Of course, not needing any more books has never kept me nor any other book lover from accumulating more. There’s even that marvelous Japanese word, tsundoku, for books bought but unread. The only way, therefore, that I can keep from buying more books is simply—staying out of bookstores. And I have.
There was that one evening when I engaged in a twist on my aforementioned drunk book-buying by stopping by a bookswap shelf after some time in a bar and waking up to a stack of four books I only vaguely recollected (not to worry, I have since returned four to the shelves as I clearly was not carrying any around with me that night to leave in exchange).
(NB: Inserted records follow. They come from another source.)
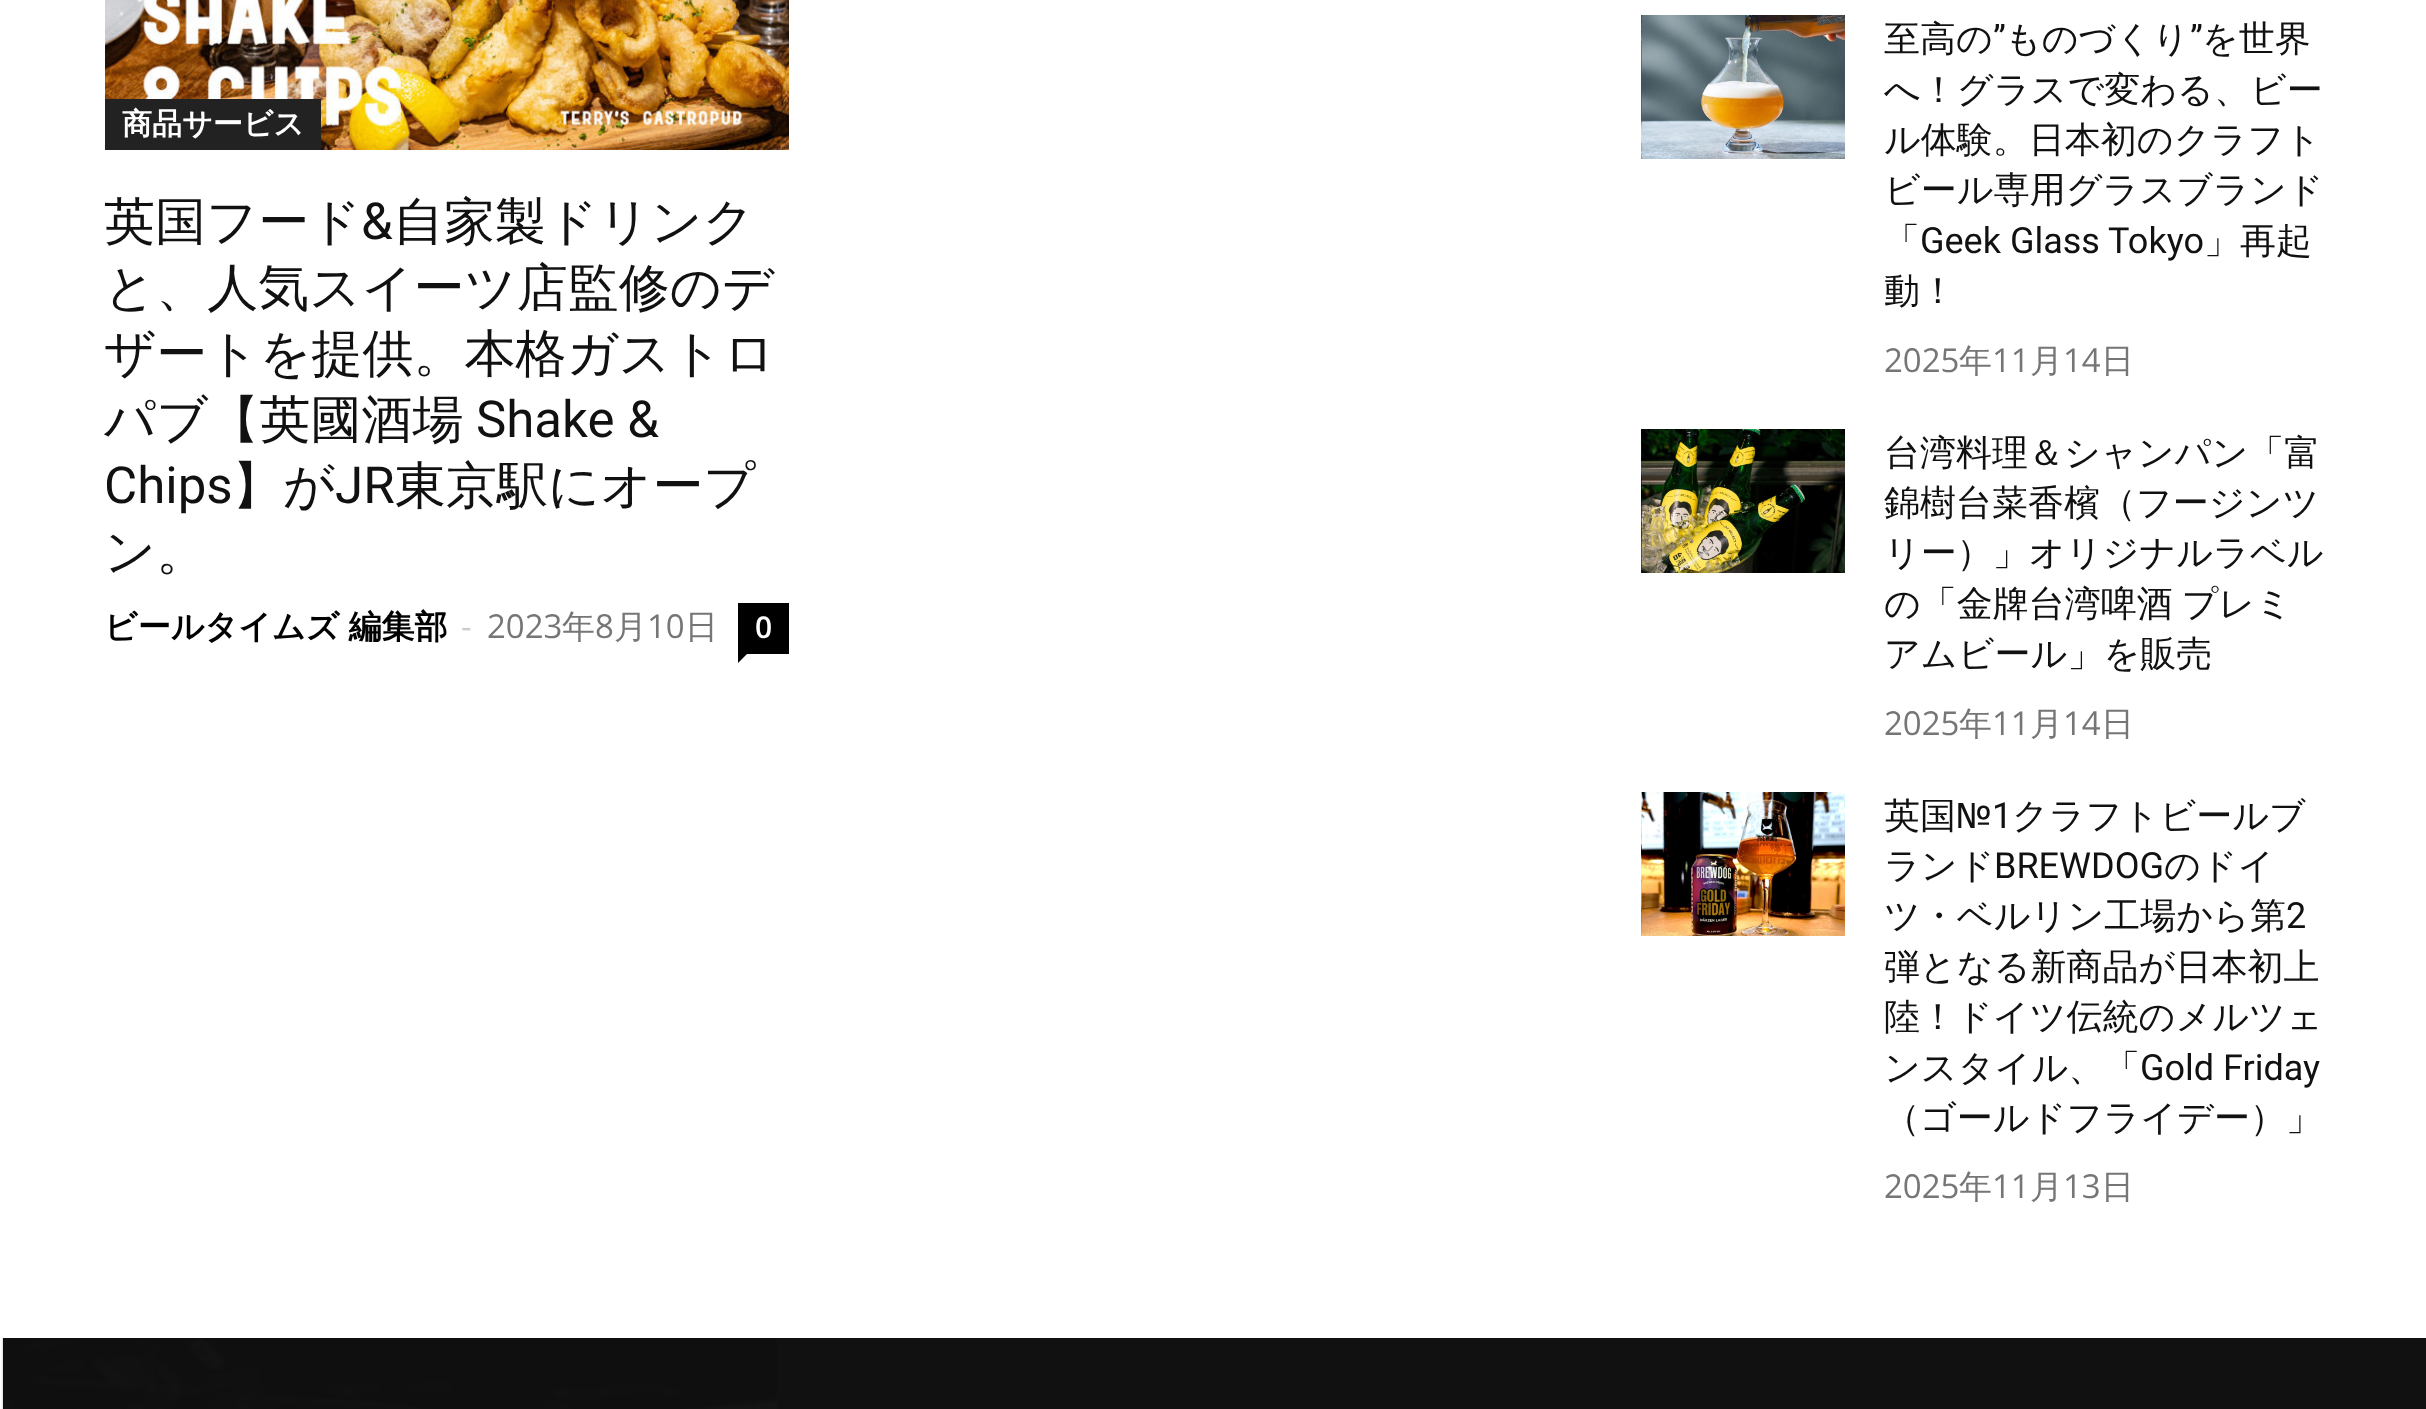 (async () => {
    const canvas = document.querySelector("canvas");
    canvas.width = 2426;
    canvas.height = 1409;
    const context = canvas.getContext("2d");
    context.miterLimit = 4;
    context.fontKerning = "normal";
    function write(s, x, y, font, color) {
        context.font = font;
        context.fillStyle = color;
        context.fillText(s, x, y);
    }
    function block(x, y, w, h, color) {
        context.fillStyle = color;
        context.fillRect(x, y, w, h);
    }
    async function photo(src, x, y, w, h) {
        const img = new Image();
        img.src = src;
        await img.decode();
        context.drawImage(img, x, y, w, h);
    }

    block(0, 0, 2426, 1409, "rgb(255, 255, 255)");
    await photo("media/1.png", 105, 0, 684, 150);
    block(105, 99, 216, 51, "rgb(34, 34, 34)");
    write("商品サービス", 122, 134, "bold 30px WenQuanYi Zen Hei", "rgb(255, 255, 255)");
    write("英国フード", 104, 239, "500 51px WenQuanYi Zen Hei", "rgb(17, 17, 17)");
    write("&", 361, 239, "51px Roboto", "rgb(17, 17, 17)");
    write("自家製ドリンク", 393, 239, "500 51px WenQuanYi Zen Hei", "rgb(17, 17, 17)");
    write("と、人気スイーツ店監修のデ", 104, 305, "500 51px WenQuanYi Zen Hei", "rgb(17, 17, 17)");
    write("ザートを提供。本格ガストロ", 104, 371, "500 51px WenQuanYi Zen Hei", "rgb(17, 17, 17)");
    write("パブ【英國酒場", 104, 437, "500 51px WenQuanYi Zen Hei", "rgb(17, 17, 17)");
    write("Shake &", 476, 437, "51px Roboto", "rgb(17, 17, 17)");
    write("Chips", 104, 503, "51px Roboto", "rgb(17, 17, 17)");
    write("】が", 232, 503, "500 51px WenQuanYi Zen Hei", "rgb(17, 17, 17)");
    write("JR", 335, 503, "51px Roboto", "rgb(17, 17, 17)");
    write("東京駅にオープ", 395, 503, "500 51px WenQuanYi Zen Hei", "rgb(17, 17, 17)");
    write("ン。", 104, 569, "500 51px WenQuanYi Zen Hei", "rgb(17, 17, 17)");
    context.wordSpacing = "-1px";
    write("ビールタイムズ 編集部", 104, 638, "bold 33px WenQuanYi Zen Hei", "rgb(0, 0, 0)");
    context.wordSpacing = "0px";
    write("-", 461, 638, "33px Open Sans", "rgb(204, 204, 204)");
    write("2023", 487, 638, "33px Open Sans", "rgb(118, 118, 118)");
    write("年", 562, 638, "500 33px WenQuanYi Zen Hei", "rgb(118, 118, 118)");
    write("8", 595, 638, "33px Open Sans", "rgb(118, 118, 118)");
    write("月", 614, 638, "500 33px WenQuanYi Zen Hei", "rgb(118, 118, 118)");
    write("10", 647, 638, "33px Open Sans", "rgb(118, 118, 118)");
    write("日", 685, 638, "500 33px WenQuanYi Zen Hei", "rgb(118, 118, 118)");
    block(738, 603, 51, 51, "rgb(0, 0, 0)");
    write("0", 755, 638, "600 30px Open Sans", "rgb(255, 255, 255)");
    context.fillStyle = "rgb(0, 0, 0)";
    context.beginPath();
    context.moveTo(738, 654);
    context.lineTo(747, 654);
    context.lineTo(738, 663);
    context.closePath();
    context.fill();
    await photo("media/2.png", 1641, 15, 204, 144);
    write("至高の", 1884, 51, "500 36px WenQuanYi Zen Hei", "rgb(17, 17, 17)");
    write("”", 1993, 51, "36px Roboto", "rgb(17, 17, 17)");
    write("ものづくり", 2005, 51, "500 36px WenQuanYi Zen Hei", "rgb(17, 17, 17)");
    write("”", 2190, 51, "36px Roboto", "rgb(17, 17, 17)");
    write("を世界", 2202, 51, "500 36px WenQuanYi Zen Hei", "rgb(17, 17, 17)");
    write("へ！グラスで変わる、ビー", 1884, 102, "500 36px WenQuanYi Zen Hei", "rgb(17, 17, 17)");
    write("ル体験。日本初のクラフト", 1884, 152, "500 36px WenQuanYi Zen Hei", "rgb(17, 17, 17)");
    write("ビール専用グラスブランド", 1884, 202, "500 36px WenQuanYi Zen Hei", "rgb(17, 17, 17)");
    write("「", 1884, 253, "500 36px WenQuanYi Zen Hei", "rgb(17, 17, 17)");
    write("Geek Glass Tokyo", 1920, 253, "36px Roboto", "rgb(17, 17, 17)");
    write("」再起", 2204, 253, "500 36px WenQuanYi Zen Hei", "rgb(17, 17, 17)");
    write("動！", 1884, 303, "500 36px WenQuanYi Zen Hei", "rgb(17, 17, 17)");
    write("2025", 1884, 372, "33px Open Sans", "rgb(118, 118, 118)");
    write("年", 1959, 372, "500 33px WenQuanYi Zen Hei", "rgb(118, 118, 118)");
    write("11", 1992, 372, "33px Open Sans", "rgb(118, 118, 118)");
    write("月", 2030, 372, "500 33px WenQuanYi Zen Hei", "rgb(118, 118, 118)");
    write("14", 2063, 372, "33px Open Sans", "rgb(118, 118, 118)");
    write("日", 2101, 372, "500 33px WenQuanYi Zen Hei", "rgb(118, 118, 118)");
    await photo("media/3.png", 1641, 429, 204, 144);
    write("台湾料理＆シャンパン「富", 1884, 465, "500 36px WenQuanYi Zen Hei", "rgb(17, 17, 17)");
    write("錦樹台菜香檳（フージンツ", 1884, 515, "500 36px WenQuanYi Zen Hei", "rgb(17, 17, 17)");
    write("リー）」オリジナルラベル", 1884, 565, "500 36px WenQuanYi Zen Hei", "rgb(17, 17, 17)");
    context.wordSpacing = "-2px";
    write("の「金牌台湾啤酒 プレミ", 1884, 616, "500 36px WenQuanYi Zen Hei", "rgb(17, 17, 17)");
    context.wordSpacing = "0px";
    write("アムビール」を販売", 1884, 666, "500 36px WenQuanYi Zen Hei", "rgb(17, 17, 17)");
    write("2025", 1884, 735, "33px Open Sans", "rgb(118, 118, 118)");
    write("年", 1959, 735, "500 33px WenQuanYi Zen Hei", "rgb(118, 118, 118)");
    write("11", 1992, 735, "33px Open Sans", "rgb(118, 118, 118)");
    write("月", 2030, 735, "500 33px WenQuanYi Zen Hei", "rgb(118, 118, 118)");
    write("14", 2063, 735, "33px Open Sans", "rgb(118, 118, 118)");
    write("日", 2101, 735, "500 33px WenQuanYi Zen Hei", "rgb(118, 118, 118)");
    await photo("media/4.png", 1641, 792, 204, 144);
    write("英国№", 1884, 828, "500 36px WenQuanYi Zen Hei", "rgb(17, 17, 17)");
    write("1", 1992, 828, "36px Roboto", "rgb(17, 17, 17)");
    write("クラフトビールブ", 2012, 828, "500 36px WenQuanYi Zen Hei", "rgb(17, 17, 17)");
    write("ランド", 1884, 878, "500 36px WenQuanYi Zen Hei", "rgb(17, 17, 17)");
    write("BREWDOG", 1994, 878, "36px Roboto", "rgb(17, 17, 17)");
    write("のドイ", 2164, 878, "500 36px WenQuanYi Zen Hei", "rgb(17, 17, 17)");
    write("ツ・ベルリン工場から第", 1884, 928, "500 36px WenQuanYi Zen Hei", "rgb(17, 17, 17)");
    write("2", 2286, 928, "36px Roboto", "rgb(17, 17, 17)");
    write("弾となる新商品が日本初上", 1884, 979, "500 36px WenQuanYi Zen Hei", "rgb(17, 17, 17)");
    write("陸！ドイツ伝統のメルツェ", 1884, 1029, "500 36px WenQuanYi Zen Hei", "rgb(17, 17, 17)");
    write("ンスタイル、「", 1884, 1080, "500 36px WenQuanYi Zen Hei", "rgb(17, 17, 17)");
    write("Gold Friday", 2140, 1080, "36px Roboto", "rgb(17, 17, 17)");
    write("（ゴールドフライデー）」", 1884, 1130, "500 36px WenQuanYi Zen Hei", "rgb(17, 17, 17)");
    write("2025", 1884, 1198, "33px Open Sans", "rgb(118, 118, 118)");
    write("年", 1959, 1198, "500 33px WenQuanYi Zen Hei", "rgb(118, 118, 118)");
    write("11", 1992, 1198, "33px Open Sans", "rgb(118, 118, 118)");
    write("月", 2030, 1198, "500 33px WenQuanYi Zen Hei", "rgb(118, 118, 118)");
    write("13", 2063, 1198, "33px Open Sans", "rgb(118, 118, 118)");
    write("日", 2101, 1198, "500 33px WenQuanYi Zen Hei", "rgb(118, 118, 118)");
    block(3, 1338, 2423, 71, "rgb(17, 17, 17)");
    await photo("media/5.png", 1, 1338, 776, 71);
})();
Aside from those, which were not bought so don’t really count, I’ve been very good—until last Saturday, that is, when I came home from a Christmas market with two spanking new books. One was a gift—more on that another time, I’m sure—but the other one I actually purchased: Natural History of the Wild Side of Everest by Frances Klatzel. It’s the sort of delightful, user friendly book that I wish someone would write about the Kathmandu Valley, too, covering pretty much everything, natural history-wise, from that region.
Foliage, flowers, birds and mammals, all are here and spelled out clearly: where to expect them, how to identify them, with drawings, laid out in a way that’s easy to use. It’s the resource I wanted when trekking in the Everest region and looking at trees and flowers and wondering what they were.
What makes this book so eminently useable is the way it’s laid out; the section on birds, for instance, has subheadings that include “Small noisy birds in the undergrowth” and “Dark-colored medium-sized birds” — which is just what you want if, like me, you’re perhaps not up on the specifics of bird families.
Next time I go east, this will be in my pack, and if you, dear reader, have done any high altitude trekking you’ll know just carefully you vet what you are willing to carry—especially after you’ve once done it and know how weight seems to become exponentially heavier the higher one goes. So I do not say it lightly.
Recommended for visitors to eastern Nepal and armchair travelers alike.